== WHAT IS EXPECTED ==
Look through the entries below and return all lines including the word "main".

== Stored items ==
● ● ●

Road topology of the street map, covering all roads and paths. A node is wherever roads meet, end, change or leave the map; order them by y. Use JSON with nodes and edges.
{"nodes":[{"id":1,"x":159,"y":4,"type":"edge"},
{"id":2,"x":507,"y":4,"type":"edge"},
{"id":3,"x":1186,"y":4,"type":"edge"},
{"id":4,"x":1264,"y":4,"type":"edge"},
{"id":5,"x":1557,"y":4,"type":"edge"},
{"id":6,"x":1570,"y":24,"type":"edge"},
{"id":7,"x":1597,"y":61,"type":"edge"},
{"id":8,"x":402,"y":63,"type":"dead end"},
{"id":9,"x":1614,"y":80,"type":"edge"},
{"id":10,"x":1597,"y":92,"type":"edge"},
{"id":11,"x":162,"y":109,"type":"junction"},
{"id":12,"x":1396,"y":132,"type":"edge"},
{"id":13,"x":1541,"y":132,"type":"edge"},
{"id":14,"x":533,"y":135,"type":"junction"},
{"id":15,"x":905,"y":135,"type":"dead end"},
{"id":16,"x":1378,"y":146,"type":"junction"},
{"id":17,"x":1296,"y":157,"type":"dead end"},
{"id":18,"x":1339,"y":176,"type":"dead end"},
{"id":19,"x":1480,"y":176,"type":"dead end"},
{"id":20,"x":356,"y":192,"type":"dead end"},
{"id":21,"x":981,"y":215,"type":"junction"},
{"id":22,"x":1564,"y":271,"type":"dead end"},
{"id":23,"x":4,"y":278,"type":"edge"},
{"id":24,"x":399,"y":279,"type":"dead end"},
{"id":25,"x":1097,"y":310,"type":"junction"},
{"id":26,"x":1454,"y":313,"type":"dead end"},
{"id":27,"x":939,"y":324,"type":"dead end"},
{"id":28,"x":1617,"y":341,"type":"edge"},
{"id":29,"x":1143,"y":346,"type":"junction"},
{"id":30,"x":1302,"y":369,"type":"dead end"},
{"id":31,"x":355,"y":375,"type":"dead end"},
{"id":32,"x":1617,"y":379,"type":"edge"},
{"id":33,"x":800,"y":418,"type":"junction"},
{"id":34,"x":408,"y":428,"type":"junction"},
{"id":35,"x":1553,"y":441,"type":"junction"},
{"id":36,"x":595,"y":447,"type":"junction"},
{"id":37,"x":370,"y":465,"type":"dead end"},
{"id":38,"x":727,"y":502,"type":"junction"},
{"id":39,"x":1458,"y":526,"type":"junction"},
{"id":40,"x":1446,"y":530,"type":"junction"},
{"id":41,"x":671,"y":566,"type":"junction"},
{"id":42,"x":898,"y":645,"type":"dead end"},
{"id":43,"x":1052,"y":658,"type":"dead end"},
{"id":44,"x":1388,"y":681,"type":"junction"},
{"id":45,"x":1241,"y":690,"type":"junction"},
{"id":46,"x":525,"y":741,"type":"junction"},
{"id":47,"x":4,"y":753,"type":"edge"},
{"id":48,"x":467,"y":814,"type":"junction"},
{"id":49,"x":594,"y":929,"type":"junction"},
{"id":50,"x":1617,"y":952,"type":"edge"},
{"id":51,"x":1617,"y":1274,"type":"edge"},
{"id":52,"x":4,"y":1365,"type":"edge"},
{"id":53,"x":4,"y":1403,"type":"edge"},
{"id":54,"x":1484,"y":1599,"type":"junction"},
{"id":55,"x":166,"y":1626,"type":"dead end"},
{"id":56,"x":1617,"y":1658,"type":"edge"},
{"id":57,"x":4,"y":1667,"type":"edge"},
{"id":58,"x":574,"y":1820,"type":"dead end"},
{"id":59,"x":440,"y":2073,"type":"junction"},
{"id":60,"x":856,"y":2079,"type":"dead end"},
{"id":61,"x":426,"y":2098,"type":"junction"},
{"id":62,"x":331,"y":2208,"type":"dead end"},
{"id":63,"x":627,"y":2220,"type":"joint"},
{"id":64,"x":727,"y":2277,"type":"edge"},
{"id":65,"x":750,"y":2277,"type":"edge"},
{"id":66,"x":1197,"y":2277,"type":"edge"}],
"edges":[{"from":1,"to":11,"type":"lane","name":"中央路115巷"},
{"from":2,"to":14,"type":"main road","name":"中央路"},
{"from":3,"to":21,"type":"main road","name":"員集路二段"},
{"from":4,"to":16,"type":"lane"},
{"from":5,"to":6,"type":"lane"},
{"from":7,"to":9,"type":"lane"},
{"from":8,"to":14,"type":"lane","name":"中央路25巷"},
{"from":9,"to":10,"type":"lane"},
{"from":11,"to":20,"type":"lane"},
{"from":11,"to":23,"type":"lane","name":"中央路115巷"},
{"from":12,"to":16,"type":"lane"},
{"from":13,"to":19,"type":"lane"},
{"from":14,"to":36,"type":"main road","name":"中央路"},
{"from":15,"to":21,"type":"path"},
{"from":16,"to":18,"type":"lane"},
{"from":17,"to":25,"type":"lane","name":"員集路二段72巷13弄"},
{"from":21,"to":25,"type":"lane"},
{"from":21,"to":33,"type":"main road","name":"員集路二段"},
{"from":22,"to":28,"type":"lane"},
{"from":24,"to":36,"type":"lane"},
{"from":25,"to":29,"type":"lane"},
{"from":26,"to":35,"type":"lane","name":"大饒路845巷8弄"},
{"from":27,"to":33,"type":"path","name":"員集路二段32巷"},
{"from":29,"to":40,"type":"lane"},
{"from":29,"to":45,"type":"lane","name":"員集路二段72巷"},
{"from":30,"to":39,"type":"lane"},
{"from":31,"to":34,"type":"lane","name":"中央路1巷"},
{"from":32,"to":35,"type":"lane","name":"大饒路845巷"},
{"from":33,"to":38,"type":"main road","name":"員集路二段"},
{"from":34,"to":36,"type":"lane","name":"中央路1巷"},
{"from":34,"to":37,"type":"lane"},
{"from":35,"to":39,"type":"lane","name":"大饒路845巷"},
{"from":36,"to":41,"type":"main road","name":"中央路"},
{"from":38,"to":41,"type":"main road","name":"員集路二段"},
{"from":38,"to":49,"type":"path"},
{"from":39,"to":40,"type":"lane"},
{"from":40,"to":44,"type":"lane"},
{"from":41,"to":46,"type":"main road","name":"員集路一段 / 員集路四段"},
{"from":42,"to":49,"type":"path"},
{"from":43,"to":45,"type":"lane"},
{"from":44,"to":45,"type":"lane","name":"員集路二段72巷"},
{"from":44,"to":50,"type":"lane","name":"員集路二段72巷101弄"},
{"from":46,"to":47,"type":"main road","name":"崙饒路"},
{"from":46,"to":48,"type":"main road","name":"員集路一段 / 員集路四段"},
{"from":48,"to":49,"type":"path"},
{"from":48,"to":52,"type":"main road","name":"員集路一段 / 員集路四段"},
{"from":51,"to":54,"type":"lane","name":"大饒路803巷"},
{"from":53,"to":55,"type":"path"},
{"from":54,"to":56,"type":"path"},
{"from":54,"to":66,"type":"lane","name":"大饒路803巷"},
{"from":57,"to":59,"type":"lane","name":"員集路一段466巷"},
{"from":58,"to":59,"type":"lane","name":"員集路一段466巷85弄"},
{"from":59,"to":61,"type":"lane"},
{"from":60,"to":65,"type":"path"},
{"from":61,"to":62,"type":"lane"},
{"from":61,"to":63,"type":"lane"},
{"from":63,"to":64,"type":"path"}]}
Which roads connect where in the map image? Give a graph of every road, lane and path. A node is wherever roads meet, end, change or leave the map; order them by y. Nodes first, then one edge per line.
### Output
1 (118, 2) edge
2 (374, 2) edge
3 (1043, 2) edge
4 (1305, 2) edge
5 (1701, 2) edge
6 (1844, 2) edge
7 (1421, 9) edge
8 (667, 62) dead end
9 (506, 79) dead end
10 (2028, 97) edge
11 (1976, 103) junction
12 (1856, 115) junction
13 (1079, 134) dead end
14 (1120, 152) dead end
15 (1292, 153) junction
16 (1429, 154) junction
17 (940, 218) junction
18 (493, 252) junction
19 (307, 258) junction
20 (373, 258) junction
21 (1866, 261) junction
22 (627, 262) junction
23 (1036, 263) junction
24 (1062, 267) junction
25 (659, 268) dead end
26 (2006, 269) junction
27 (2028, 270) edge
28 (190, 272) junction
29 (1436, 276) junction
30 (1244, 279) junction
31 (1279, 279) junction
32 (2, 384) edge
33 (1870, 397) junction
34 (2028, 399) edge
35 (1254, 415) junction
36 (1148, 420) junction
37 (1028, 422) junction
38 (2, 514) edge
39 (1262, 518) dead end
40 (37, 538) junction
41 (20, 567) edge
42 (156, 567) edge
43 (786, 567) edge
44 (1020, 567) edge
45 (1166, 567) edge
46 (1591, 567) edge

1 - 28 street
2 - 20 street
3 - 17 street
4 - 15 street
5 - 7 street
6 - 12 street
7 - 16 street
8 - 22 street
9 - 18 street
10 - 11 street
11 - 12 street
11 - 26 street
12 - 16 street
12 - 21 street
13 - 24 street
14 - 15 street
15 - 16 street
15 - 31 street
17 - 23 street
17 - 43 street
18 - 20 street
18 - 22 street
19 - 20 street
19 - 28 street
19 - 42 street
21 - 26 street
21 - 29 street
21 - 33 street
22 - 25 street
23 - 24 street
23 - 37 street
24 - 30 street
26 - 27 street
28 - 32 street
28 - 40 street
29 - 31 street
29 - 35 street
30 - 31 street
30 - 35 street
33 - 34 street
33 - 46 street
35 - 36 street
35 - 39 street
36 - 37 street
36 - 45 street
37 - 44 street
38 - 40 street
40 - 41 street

● ● ●

== ANSWER SPACE ==
{"from":2,"to":14,"type":"main road","name":"中央路"},
{"from":3,"to":21,"type":"main road","name":"員集路二段"},
{"from":14,"to":36,"type":"main road","name":"中央路"},
{"from":21,"to":33,"type":"main road","name":"員集路二段"},
{"from":33,"to":38,"type":"main road","name":"員集路二段"},
{"from":36,"to":41,"type":"main road","name":"中央路"},
{"from":38,"to":41,"type":"main road","name":"員集路二段"},
{"from":41,"to":46,"type":"main road","name":"員集路一段 / 員集路四段"},
{"from":46,"to":47,"type":"main road","name":"崙饒路"},
{"from":46,"to":48,"type":"main road","name":"員集路一段 / 員集路四段"},
{"from":48,"to":52,"type":"main road","name":"員集路一段 / 員集路四段"},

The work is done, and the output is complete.